= Instructions for the task =
Below are entries; tally how many lines hold the string "Tani" and answer with only that figure.

= Data to process =
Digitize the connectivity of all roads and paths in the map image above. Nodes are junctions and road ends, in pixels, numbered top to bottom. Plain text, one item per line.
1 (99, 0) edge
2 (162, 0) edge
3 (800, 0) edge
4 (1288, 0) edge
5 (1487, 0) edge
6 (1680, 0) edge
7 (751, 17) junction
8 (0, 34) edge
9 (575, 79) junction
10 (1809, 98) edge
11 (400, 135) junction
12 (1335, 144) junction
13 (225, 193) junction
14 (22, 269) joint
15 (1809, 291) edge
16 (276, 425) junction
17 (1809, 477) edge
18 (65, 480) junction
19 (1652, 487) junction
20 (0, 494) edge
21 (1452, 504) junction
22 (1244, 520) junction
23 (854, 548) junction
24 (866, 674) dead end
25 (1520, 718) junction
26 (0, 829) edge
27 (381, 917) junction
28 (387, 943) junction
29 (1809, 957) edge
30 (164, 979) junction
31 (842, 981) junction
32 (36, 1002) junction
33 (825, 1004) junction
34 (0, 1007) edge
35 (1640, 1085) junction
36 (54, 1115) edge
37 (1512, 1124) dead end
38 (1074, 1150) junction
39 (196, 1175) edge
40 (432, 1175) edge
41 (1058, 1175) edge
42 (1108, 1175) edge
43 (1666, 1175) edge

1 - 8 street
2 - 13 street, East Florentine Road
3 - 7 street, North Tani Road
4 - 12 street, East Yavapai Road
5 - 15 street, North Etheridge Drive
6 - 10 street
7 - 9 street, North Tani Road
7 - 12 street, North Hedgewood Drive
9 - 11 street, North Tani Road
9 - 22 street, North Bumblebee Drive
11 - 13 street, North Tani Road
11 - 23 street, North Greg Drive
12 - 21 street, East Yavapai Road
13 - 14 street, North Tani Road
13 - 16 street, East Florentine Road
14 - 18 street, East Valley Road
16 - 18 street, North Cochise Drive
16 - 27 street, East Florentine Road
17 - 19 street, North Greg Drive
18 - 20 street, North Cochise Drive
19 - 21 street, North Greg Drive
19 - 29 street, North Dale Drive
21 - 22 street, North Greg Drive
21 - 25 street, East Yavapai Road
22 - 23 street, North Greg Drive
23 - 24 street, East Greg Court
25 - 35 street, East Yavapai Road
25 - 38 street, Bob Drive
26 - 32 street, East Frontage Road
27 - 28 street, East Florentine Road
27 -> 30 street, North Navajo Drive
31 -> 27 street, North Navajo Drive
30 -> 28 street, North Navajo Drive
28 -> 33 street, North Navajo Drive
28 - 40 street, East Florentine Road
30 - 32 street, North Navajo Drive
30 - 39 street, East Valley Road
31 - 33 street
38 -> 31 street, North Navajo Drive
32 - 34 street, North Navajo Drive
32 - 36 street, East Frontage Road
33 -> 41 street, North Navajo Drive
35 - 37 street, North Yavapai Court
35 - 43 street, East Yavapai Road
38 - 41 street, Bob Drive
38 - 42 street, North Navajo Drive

= Your response =
5